> **Task prompt**
Your answer should consist of every line from the records that holds the string "them".

> **The input**
————

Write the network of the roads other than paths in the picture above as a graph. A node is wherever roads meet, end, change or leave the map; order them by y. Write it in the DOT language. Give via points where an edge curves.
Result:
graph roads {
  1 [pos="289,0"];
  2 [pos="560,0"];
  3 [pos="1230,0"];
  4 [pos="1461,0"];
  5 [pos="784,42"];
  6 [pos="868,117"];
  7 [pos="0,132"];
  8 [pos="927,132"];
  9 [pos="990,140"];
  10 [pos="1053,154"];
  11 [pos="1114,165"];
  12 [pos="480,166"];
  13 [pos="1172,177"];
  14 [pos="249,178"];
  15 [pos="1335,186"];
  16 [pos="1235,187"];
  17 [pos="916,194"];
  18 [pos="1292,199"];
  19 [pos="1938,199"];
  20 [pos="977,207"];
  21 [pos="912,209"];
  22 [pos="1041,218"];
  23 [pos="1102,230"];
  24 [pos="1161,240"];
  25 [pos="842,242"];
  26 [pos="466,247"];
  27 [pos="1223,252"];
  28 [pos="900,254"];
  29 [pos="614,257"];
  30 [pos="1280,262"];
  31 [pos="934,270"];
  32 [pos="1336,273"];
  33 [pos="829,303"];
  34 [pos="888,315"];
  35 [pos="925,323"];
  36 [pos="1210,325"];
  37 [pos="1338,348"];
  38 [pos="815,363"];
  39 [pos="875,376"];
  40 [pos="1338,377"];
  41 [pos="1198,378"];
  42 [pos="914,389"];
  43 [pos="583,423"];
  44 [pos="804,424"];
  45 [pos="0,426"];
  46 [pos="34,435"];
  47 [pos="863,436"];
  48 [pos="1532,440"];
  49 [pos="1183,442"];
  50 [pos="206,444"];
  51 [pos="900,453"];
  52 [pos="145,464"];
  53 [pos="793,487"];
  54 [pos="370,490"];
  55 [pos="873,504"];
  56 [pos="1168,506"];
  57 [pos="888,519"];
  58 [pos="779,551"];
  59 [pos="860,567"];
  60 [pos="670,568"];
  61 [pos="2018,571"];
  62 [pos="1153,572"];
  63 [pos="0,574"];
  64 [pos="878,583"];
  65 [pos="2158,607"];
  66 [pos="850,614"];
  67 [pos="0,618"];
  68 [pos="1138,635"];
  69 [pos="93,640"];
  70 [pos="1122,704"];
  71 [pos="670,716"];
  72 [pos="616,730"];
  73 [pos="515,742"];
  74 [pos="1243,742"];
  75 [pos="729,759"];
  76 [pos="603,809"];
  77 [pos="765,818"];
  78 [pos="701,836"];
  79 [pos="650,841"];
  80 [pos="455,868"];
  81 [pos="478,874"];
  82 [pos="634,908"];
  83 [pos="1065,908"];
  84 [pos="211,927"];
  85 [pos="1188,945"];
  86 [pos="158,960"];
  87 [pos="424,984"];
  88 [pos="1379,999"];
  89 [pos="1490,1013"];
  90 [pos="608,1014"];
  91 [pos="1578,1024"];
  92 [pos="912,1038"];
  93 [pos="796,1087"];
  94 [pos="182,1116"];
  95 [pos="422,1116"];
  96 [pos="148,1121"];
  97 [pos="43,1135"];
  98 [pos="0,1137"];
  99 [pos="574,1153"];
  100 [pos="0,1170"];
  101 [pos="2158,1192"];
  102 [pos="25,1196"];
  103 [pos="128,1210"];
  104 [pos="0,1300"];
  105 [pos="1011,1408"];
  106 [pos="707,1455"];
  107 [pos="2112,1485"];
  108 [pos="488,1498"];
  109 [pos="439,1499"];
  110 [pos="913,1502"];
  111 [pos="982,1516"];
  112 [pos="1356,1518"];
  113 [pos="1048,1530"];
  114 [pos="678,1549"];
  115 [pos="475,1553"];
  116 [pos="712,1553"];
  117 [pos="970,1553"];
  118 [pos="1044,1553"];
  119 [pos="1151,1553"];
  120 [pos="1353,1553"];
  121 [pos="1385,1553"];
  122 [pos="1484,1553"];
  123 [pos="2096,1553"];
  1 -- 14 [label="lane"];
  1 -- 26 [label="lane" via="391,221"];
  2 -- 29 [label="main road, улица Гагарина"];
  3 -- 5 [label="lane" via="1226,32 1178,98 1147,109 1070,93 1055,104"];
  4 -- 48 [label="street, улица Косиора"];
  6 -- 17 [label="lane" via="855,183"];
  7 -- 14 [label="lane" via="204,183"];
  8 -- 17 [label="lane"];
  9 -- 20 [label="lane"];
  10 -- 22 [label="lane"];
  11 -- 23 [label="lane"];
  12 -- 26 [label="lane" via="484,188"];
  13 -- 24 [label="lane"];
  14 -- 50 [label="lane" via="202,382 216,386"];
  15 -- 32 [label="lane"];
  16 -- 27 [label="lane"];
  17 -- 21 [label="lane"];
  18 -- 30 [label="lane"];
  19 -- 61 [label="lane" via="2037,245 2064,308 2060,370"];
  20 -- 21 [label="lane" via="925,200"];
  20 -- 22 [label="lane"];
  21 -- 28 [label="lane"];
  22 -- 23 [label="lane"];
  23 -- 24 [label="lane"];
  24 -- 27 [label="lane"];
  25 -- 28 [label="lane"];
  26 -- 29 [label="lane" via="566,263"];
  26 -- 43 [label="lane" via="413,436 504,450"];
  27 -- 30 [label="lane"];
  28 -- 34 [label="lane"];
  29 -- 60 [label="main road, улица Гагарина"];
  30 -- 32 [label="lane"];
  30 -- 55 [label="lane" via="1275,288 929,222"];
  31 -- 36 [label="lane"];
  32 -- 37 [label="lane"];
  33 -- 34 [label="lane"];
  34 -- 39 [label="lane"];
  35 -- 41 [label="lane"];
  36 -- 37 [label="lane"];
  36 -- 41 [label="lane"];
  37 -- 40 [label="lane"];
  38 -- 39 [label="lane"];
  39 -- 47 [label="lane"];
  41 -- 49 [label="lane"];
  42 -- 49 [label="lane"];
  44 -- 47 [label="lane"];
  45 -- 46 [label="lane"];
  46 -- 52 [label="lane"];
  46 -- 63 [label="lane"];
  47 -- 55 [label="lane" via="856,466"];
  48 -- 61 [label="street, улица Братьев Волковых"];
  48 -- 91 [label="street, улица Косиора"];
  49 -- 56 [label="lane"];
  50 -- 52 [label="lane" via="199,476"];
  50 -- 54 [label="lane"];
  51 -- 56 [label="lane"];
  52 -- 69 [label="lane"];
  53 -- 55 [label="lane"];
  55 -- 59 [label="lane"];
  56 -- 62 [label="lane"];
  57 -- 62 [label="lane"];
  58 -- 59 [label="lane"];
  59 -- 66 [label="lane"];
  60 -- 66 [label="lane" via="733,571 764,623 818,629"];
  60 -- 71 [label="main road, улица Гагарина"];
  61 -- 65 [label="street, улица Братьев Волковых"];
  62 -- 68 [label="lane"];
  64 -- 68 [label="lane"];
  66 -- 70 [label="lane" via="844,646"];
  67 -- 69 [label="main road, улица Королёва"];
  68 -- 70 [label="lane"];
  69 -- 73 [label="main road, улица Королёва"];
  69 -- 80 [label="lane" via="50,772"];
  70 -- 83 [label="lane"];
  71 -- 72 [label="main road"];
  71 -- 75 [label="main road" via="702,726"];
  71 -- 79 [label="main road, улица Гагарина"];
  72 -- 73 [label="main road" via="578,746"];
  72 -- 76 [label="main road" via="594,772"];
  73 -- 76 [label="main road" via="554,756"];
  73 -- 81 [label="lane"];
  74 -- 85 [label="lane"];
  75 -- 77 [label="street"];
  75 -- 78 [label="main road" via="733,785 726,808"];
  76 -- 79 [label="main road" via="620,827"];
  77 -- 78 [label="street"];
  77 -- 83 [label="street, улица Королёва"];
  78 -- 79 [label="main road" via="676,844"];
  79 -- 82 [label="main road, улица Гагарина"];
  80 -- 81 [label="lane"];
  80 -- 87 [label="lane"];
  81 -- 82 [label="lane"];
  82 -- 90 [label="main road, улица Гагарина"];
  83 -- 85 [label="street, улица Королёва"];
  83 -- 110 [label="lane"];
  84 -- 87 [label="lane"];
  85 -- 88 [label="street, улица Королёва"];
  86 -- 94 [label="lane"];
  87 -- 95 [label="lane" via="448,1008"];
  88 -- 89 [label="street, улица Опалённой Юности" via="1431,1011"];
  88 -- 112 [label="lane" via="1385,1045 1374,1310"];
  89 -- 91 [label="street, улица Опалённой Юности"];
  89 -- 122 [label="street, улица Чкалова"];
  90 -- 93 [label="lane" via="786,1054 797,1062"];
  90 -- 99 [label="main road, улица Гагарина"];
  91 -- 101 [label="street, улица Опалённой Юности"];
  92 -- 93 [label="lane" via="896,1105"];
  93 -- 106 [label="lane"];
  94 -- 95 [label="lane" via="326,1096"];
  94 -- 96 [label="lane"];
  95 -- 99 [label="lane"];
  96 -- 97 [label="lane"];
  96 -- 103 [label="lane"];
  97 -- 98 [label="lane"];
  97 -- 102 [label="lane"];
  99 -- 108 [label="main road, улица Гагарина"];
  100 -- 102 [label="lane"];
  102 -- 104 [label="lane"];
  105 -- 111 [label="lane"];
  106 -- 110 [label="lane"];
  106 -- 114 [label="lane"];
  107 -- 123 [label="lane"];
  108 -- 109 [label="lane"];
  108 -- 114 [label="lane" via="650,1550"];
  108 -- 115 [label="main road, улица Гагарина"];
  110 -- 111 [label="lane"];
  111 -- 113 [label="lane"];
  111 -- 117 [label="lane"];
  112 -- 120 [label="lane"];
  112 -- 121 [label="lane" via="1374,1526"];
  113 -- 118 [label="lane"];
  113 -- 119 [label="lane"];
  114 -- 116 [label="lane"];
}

————

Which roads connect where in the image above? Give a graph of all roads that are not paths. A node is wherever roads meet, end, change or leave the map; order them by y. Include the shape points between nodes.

————

> **Response area**
Write the network of the roads other than paths in the picture above as a graph. A node is wherever roads meet, end, change or leave the map; order them by y. Write it in the DOT language. Give via points where an edge curves.
Which roads connect where in the image above? Give a graph of all roads that are not paths. A node is wherever roads meet, end, change or leave the map; order them by y. Include the shape points between nodes.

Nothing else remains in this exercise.